▶ Instructions for the task: What lines of the data include the string "ESMERALDO"? Copy them all.

[Dataset entries]
Segment Open
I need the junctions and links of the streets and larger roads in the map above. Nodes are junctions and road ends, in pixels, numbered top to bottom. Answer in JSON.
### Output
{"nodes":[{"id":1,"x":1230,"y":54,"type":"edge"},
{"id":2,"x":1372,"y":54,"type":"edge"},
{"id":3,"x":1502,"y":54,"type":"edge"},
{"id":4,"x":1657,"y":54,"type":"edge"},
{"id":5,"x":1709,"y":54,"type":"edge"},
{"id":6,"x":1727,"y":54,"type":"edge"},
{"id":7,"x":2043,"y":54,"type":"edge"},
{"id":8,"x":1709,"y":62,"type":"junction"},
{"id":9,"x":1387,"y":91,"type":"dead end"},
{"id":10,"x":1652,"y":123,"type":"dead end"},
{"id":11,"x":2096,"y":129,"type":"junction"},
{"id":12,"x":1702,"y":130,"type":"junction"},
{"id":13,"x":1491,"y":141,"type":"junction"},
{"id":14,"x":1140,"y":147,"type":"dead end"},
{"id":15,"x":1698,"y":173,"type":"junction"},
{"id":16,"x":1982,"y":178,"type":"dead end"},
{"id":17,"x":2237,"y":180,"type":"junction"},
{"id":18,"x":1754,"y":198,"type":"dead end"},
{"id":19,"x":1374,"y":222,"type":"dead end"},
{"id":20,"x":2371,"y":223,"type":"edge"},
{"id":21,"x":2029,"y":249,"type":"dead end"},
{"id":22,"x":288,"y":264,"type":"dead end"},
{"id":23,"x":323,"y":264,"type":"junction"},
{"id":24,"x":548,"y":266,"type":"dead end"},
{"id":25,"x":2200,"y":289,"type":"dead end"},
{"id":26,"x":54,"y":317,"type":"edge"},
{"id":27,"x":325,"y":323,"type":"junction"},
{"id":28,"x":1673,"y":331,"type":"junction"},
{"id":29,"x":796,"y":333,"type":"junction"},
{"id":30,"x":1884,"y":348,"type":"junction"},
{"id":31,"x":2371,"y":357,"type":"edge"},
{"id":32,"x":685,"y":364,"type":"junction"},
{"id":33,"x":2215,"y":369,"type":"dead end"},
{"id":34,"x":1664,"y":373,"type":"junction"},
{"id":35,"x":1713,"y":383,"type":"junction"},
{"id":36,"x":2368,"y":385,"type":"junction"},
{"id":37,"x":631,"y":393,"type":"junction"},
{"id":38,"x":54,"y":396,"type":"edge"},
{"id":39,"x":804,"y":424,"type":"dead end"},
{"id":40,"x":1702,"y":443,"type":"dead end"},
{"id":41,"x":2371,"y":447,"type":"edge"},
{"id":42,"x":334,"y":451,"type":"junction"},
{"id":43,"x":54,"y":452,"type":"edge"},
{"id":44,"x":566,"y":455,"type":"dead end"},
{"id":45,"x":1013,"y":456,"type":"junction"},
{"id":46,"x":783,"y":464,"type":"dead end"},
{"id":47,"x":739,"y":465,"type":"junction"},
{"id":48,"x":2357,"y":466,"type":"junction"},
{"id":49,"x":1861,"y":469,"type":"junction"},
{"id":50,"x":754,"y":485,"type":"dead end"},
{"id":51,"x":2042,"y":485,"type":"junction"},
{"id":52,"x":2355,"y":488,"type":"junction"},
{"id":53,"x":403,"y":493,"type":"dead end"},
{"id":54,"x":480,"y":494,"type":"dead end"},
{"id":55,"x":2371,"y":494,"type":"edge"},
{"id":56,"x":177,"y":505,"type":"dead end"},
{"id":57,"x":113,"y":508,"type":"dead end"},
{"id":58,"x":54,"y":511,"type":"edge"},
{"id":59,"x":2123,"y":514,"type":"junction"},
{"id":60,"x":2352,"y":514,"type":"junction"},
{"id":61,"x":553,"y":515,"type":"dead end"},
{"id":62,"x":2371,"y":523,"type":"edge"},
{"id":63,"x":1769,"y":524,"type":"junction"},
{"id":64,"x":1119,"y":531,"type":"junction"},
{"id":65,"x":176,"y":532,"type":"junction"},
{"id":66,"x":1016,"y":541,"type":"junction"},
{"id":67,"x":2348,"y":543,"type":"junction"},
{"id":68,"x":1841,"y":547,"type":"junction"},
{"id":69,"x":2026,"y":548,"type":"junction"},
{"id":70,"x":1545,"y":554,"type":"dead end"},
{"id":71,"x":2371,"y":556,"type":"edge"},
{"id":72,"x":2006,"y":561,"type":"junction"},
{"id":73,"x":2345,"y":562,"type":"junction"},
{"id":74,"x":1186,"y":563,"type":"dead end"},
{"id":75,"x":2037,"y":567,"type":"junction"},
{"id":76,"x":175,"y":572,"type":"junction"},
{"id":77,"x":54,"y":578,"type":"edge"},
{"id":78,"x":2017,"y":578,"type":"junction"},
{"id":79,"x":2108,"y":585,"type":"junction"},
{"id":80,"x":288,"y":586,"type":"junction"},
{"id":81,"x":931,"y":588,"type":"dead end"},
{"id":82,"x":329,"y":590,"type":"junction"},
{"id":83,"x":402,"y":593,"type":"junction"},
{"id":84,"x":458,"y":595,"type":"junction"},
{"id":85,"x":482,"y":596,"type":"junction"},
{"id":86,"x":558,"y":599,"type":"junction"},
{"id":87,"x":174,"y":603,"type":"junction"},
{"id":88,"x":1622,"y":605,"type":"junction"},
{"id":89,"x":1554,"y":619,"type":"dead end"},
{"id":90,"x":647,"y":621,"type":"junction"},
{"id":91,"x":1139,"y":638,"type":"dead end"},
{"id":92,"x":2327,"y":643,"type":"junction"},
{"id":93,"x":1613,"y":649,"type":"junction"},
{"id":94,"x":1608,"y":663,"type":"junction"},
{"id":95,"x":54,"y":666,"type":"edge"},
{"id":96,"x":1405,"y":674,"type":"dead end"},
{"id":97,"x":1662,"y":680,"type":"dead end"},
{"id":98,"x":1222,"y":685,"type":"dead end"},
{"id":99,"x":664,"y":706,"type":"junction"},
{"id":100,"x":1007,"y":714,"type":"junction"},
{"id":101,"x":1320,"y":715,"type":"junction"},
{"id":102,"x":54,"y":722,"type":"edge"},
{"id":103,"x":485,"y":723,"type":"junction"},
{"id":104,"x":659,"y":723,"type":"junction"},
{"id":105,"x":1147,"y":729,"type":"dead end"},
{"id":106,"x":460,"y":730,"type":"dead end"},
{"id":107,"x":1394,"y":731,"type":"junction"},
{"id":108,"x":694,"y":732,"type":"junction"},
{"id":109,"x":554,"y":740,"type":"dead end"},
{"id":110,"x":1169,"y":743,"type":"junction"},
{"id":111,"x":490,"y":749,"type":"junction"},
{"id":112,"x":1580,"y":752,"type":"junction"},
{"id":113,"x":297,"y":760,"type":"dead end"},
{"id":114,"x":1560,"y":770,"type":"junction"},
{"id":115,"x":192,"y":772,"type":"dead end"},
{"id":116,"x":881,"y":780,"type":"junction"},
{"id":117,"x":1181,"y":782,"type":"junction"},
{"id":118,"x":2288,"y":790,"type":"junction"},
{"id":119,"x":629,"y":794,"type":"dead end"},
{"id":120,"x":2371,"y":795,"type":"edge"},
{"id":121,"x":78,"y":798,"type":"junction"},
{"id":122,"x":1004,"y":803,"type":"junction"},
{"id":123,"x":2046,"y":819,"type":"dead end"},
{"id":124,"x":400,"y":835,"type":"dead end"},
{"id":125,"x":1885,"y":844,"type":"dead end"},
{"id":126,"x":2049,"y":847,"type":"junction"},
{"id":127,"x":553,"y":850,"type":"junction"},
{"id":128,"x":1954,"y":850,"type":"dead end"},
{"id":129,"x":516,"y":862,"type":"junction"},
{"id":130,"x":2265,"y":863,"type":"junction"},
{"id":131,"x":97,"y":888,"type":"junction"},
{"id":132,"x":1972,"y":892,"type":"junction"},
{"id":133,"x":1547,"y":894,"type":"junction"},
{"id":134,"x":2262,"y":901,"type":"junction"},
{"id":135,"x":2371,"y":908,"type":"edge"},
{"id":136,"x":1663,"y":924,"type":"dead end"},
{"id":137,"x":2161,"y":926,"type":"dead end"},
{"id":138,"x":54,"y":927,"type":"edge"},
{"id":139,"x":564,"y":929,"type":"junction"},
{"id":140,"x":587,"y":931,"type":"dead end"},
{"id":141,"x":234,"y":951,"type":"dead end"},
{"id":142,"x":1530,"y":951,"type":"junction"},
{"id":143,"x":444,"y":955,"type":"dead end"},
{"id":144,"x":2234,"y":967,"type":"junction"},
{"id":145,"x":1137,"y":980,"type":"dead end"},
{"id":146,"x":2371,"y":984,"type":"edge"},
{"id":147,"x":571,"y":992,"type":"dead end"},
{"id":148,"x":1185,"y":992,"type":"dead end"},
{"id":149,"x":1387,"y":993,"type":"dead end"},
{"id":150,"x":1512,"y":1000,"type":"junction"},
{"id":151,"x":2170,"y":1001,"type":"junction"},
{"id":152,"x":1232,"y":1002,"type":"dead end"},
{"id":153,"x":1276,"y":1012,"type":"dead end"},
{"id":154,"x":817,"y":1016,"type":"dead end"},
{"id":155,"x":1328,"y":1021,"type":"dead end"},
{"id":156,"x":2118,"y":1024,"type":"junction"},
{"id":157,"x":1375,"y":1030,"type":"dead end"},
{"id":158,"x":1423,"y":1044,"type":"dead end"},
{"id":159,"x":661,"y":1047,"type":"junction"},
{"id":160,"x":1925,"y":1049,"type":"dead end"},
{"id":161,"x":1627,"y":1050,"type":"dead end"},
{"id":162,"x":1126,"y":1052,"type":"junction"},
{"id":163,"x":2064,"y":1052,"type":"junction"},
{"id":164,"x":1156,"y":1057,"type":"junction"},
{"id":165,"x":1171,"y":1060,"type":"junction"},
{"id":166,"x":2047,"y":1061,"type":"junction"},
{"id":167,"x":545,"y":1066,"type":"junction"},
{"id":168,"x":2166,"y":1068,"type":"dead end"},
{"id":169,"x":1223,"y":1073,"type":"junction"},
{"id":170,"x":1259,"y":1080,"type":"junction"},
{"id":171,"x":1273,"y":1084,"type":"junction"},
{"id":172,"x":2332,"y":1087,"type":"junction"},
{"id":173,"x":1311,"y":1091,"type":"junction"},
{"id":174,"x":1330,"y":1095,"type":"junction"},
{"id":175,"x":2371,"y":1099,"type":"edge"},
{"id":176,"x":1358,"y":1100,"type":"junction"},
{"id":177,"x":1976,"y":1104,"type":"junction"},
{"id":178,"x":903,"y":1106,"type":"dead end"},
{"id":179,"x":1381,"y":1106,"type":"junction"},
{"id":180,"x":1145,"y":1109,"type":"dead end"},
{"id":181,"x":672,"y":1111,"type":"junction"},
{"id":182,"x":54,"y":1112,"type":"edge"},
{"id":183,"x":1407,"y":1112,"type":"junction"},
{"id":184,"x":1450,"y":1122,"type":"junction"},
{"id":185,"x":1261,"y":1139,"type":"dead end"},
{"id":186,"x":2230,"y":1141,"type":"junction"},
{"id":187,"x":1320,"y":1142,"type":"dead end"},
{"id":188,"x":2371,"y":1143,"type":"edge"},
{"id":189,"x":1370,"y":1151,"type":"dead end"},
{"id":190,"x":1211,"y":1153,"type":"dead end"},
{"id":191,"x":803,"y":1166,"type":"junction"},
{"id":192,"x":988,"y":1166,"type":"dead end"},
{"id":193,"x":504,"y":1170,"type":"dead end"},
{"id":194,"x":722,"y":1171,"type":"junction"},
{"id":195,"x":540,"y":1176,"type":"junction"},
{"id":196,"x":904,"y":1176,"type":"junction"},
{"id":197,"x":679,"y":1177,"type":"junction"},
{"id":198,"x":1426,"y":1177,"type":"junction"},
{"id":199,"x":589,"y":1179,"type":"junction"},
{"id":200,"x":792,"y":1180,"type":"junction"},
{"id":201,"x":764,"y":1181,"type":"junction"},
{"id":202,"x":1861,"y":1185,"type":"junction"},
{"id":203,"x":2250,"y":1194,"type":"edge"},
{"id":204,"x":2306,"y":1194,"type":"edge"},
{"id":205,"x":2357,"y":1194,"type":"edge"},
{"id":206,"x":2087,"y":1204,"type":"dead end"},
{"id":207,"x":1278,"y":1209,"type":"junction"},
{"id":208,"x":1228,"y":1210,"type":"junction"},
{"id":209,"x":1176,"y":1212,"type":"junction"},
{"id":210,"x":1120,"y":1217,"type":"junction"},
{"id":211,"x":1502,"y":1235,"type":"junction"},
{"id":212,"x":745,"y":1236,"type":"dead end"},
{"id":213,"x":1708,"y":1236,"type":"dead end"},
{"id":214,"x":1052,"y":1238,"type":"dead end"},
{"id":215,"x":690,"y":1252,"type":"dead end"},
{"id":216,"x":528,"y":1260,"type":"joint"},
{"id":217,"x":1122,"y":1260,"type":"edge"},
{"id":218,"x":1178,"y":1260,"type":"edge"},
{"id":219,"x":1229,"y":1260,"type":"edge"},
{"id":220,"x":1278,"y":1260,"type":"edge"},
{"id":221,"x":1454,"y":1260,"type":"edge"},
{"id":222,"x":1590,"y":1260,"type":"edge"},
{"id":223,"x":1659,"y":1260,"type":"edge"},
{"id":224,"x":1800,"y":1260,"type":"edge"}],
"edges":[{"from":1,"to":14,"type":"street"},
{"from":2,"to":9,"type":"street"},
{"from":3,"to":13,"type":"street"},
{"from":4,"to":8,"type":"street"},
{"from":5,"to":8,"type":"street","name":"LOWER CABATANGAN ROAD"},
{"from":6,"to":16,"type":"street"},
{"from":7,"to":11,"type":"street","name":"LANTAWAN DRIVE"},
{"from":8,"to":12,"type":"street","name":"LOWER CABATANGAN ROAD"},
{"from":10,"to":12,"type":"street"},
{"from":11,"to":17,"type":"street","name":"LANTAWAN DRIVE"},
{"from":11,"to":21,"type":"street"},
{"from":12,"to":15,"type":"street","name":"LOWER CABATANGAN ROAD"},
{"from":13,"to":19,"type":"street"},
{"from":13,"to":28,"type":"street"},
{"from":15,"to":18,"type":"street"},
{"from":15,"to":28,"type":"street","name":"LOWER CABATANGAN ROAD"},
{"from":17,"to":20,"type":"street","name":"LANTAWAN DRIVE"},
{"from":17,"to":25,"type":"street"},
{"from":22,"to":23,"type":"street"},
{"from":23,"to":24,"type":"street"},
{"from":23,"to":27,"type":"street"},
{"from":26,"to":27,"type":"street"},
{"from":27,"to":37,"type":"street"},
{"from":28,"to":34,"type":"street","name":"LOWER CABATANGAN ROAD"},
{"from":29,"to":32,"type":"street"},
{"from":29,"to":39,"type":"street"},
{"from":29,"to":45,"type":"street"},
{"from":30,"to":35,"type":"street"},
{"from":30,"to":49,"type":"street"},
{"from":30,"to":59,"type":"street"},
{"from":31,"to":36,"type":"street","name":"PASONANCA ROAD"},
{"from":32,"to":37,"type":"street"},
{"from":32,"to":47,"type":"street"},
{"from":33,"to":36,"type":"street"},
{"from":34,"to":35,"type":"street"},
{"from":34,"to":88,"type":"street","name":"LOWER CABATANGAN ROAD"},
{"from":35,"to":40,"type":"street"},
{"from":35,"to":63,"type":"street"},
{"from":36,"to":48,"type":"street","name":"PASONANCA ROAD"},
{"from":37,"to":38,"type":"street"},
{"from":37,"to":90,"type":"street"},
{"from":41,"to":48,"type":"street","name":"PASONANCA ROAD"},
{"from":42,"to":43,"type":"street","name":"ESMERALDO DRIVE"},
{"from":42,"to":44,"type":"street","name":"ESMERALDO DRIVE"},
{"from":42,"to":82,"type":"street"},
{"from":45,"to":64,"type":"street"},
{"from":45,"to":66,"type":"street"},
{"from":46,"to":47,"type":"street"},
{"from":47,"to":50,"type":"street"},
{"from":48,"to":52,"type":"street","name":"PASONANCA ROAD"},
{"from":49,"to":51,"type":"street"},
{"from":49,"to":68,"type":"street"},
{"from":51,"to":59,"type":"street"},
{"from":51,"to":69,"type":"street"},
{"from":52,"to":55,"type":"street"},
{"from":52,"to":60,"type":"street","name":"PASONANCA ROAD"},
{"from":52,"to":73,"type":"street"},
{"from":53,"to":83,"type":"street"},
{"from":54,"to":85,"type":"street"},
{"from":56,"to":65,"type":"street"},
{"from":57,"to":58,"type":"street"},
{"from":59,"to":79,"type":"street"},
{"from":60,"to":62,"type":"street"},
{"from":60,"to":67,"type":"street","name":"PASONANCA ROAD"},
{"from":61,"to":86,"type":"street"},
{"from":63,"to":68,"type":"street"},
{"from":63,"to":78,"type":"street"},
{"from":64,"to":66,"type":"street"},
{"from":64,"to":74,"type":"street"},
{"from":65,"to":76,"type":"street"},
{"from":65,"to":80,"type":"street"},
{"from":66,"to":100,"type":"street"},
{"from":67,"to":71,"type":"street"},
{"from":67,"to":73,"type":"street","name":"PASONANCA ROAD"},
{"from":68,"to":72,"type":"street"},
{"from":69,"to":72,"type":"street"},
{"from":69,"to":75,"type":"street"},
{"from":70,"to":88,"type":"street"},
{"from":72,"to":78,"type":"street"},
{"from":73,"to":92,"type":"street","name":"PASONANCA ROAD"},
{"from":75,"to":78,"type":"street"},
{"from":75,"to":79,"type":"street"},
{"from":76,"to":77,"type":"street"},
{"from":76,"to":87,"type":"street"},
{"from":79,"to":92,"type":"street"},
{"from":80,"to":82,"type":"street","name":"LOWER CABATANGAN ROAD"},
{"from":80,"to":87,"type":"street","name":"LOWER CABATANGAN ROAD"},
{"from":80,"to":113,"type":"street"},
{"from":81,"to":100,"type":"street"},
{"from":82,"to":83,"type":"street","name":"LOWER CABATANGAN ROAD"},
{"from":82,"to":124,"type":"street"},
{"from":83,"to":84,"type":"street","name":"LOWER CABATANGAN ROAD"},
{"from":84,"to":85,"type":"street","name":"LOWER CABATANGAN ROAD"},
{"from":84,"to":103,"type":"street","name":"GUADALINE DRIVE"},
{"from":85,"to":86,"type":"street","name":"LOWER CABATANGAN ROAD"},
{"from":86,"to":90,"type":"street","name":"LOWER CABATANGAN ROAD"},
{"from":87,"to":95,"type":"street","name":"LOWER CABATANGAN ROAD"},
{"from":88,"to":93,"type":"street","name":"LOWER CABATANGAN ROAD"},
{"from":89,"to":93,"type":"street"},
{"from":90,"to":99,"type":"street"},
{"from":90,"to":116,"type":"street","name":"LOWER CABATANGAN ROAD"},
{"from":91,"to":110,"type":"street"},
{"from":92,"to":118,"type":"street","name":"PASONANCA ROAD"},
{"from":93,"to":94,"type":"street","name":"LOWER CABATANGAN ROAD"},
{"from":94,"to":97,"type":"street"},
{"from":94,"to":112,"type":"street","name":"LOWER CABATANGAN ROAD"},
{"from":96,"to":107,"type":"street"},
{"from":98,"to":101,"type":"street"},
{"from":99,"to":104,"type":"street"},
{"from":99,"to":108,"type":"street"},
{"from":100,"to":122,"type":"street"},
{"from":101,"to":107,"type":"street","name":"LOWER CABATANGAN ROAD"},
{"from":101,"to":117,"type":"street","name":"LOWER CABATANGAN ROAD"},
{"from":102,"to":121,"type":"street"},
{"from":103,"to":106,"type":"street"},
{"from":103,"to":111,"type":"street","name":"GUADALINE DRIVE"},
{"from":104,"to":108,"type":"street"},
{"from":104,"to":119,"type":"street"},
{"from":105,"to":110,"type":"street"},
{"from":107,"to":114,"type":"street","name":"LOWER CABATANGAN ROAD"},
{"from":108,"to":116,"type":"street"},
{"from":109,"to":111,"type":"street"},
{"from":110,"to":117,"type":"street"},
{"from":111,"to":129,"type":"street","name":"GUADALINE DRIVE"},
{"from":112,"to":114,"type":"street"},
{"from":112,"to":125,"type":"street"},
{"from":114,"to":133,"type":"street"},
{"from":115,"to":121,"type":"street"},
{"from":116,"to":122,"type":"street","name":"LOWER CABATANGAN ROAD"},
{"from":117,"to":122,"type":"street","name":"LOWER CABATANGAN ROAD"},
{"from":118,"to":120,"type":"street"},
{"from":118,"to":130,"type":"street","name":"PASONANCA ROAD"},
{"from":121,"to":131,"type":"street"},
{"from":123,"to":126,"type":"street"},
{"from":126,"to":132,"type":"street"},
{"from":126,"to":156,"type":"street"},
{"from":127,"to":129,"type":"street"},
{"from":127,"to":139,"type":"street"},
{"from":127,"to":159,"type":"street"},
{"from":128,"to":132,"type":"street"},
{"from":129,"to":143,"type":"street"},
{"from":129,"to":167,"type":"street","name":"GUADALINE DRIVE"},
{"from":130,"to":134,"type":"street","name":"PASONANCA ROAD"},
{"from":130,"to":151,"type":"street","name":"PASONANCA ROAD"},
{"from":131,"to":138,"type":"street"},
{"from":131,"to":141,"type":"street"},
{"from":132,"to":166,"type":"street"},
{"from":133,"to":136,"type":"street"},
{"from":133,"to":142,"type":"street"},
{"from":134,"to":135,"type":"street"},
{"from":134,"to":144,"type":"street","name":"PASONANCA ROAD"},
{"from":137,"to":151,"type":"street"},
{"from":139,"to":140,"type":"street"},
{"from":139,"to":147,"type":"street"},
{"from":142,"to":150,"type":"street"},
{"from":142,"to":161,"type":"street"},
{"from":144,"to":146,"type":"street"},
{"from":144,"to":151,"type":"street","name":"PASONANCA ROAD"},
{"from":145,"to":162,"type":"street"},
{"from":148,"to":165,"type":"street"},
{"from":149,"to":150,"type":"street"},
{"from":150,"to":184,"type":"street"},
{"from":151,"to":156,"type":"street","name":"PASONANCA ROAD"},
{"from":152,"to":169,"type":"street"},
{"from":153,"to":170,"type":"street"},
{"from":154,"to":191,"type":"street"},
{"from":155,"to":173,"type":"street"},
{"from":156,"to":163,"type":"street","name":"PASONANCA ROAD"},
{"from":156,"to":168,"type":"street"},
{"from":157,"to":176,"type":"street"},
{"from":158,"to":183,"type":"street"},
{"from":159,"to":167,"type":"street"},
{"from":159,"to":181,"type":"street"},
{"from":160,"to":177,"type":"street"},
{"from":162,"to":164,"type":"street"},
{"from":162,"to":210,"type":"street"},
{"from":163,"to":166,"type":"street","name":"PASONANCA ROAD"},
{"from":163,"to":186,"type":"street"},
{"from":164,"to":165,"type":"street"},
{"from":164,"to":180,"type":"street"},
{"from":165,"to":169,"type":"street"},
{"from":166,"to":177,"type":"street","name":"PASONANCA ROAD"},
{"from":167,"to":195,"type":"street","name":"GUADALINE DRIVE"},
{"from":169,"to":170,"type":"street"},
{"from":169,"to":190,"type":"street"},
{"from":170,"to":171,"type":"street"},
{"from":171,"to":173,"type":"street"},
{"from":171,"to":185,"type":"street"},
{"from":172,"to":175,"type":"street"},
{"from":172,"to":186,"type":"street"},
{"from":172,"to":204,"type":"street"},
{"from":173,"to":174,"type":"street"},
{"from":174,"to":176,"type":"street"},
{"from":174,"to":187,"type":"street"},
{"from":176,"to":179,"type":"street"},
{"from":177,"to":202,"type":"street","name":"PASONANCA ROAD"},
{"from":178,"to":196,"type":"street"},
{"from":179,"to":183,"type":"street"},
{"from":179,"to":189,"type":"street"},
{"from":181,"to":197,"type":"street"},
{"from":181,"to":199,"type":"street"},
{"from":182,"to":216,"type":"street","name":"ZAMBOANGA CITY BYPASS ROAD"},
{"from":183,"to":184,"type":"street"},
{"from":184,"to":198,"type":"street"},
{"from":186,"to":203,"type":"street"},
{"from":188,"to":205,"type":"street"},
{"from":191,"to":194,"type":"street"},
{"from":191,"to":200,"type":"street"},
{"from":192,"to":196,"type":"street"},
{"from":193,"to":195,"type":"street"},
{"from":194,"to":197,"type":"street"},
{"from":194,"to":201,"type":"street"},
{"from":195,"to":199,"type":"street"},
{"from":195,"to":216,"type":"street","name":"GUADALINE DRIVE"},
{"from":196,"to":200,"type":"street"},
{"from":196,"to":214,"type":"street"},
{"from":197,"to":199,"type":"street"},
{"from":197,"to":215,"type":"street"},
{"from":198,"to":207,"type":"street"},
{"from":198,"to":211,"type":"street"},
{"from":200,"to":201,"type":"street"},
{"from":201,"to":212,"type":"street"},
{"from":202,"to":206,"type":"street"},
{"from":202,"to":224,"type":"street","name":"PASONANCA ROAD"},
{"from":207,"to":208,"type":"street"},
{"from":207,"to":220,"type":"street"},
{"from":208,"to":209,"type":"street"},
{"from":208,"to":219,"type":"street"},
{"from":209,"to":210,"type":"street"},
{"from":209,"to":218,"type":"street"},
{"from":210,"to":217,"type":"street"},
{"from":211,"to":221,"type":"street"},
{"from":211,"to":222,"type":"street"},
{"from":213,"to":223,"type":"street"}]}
Segment Closed
▶ Solved exercise:
{"from":42,"to":43,"type":"street","name":"ESMERALDO DRIVE"},
{"from":42,"to":44,"type":"street","name":"ESMERALDO DRIVE"},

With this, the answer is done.